» **Work task**: Take the listing that follows and copy it precisely.

» **Source data**:

..............................

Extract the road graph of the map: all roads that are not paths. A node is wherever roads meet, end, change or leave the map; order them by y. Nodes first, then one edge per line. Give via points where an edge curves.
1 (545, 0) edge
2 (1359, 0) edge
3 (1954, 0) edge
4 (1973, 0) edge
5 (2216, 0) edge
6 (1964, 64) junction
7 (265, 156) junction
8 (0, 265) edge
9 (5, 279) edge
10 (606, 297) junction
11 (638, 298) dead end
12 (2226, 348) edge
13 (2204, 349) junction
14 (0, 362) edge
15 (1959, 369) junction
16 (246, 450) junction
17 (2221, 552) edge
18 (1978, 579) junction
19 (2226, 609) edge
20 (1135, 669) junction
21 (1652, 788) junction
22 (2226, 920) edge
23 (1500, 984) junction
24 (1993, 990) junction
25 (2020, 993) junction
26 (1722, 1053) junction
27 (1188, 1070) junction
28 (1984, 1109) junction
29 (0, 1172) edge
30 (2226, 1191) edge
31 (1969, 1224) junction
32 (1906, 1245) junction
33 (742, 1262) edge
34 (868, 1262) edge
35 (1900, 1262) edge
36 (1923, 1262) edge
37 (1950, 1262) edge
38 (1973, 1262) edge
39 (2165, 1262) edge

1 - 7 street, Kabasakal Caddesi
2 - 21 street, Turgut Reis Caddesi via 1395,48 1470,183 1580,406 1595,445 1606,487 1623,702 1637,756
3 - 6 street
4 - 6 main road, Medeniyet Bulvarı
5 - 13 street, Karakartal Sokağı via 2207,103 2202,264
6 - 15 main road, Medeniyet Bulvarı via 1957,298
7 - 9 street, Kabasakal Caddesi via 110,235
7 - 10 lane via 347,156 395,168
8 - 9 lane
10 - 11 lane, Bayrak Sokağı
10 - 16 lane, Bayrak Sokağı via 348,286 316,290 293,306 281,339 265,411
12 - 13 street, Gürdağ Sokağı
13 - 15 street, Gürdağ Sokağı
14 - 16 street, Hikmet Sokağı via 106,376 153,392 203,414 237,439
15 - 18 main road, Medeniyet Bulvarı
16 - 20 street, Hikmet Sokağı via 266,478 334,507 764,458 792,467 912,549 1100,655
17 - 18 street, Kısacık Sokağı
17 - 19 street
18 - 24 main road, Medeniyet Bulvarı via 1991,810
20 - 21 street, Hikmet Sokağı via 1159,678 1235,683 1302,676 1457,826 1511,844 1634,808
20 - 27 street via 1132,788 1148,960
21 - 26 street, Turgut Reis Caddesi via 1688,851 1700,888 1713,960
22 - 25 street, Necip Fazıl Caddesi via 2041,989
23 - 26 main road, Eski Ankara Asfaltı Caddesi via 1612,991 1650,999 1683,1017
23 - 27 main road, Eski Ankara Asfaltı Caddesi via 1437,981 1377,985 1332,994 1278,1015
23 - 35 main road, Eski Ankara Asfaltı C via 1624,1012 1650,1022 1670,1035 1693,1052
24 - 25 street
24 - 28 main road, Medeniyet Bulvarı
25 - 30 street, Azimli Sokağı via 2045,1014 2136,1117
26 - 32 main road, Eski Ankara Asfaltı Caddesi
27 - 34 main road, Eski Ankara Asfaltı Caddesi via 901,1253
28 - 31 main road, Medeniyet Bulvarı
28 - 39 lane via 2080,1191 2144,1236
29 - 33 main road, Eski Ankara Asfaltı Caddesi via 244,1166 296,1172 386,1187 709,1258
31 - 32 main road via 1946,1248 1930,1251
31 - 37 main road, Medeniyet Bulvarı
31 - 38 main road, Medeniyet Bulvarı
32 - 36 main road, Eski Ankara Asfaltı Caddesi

..............................

» **Output**:
Extract the road graph of the map: all roads that are not paths. A node is wherever roads meet, end, change or leave the map; order them by y. Nodes first, then one edge per line. Give via points where an edge curves.
1 (545, 0) edge
2 (1359, 0) edge
3 (1954, 0) edge
4 (1973, 0) edge
5 (2216, 0) edge
6 (1964, 64) junction
7 (265, 156) junction
8 (0, 265) edge
9 (5, 279) edge
10 (606, 297) junction
11 (638, 298) dead end
12 (2226, 348) edge
13 (2204, 349) junction
14 (0, 362) edge
15 (1959, 369) junction
16 (246, 450) junction
17 (2221, 552) edge
18 (1978, 579) junction
19 (2226, 609) edge
20 (1135, 669) junction
21 (1652, 788) junction
22 (2226, 920) edge
23 (1500, 984) junction
24 (1993, 990) junction
25 (2020, 993) junction
26 (1722, 1053) junction
27 (1188, 1070) junction
28 (1984, 1109) junction
29 (0, 1172) edge
30 (2226, 1191) edge
31 (1969, 1224) junction
32 (1906, 1245) junction
33 (742, 1262) edge
34 (868, 1262) edge
35 (1900, 1262) edge
36 (1923, 1262) edge
37 (1950, 1262) edge
38 (1973, 1262) edge
39 (2165, 1262) edge

1 - 7 street, Kabasakal Caddesi
2 - 21 street, Turgut Reis Caddesi via 1395,48 1470,183 1580,406 1595,445 1606,487 1623,702 1637,756
3 - 6 street
4 - 6 main road, Medeniyet Bulvarı
5 - 13 street, Karakartal Sokağı via 2207,103 2202,264
6 - 15 main road, Medeniyet Bulvarı via 1957,298
7 - 9 street, Kabasakal Caddesi via 110,235
7 - 10 lane via 347,156 395,168
8 - 9 lane
10 - 11 lane, Bayrak Sokağı
10 - 16 lane, Bayrak Sokağı via 348,286 316,290 293,306 281,339 265,411
12 - 13 street, Gürdağ Sokağı
13 - 15 street, Gürdağ Sokağı
14 - 16 street, Hikmet Sokağı via 106,376 153,392 203,414 237,439
15 - 18 main road, Medeniyet Bulvarı
16 - 20 street, Hikmet Sokağı via 266,478 334,507 764,458 792,467 912,549 1100,655
17 - 18 street, Kısacık Sokağı
17 - 19 street
18 - 24 main road, Medeniyet Bulvarı via 1991,810
20 - 21 street, Hikmet Sokağı via 1159,678 1235,683 1302,676 1457,826 1511,844 1634,808
20 - 27 street via 1132,788 1148,960
21 - 26 street, Turgut Reis Caddesi via 1688,851 1700,888 1713,960
22 - 25 street, Necip Fazıl Caddesi via 2041,989
23 - 26 main road, Eski Ankara Asfaltı Caddesi via 1612,991 1650,999 1683,1017
23 - 27 main road, Eski Ankara Asfaltı Caddesi via 1437,981 1377,985 1332,994 1278,1015
23 - 35 main road, Eski Ankara Asfaltı C via 1624,1012 1650,1022 1670,1035 1693,1052
24 - 25 street
24 - 28 main road, Medeniyet Bulvarı
25 - 30 street, Azimli Sokağı via 2045,1014 2136,1117
26 - 32 main road, Eski Ankara Asfaltı Caddesi
27 - 34 main road, Eski Ankara Asfaltı Caddesi via 901,1253
28 - 31 main road, Medeniyet Bulvarı
28 - 39 lane via 2080,1191 2144,1236
29 - 33 main road, Eski Ankara Asfaltı Caddesi via 244,1166 296,1172 386,1187 709,1258
31 - 32 main road via 1946,1248 1930,1251
31 - 37 main road, Medeniyet Bulvarı
31 - 38 main road, Medeniyet Bulvarı
32 - 36 main road, Eski Ankara Asfaltı Caddesi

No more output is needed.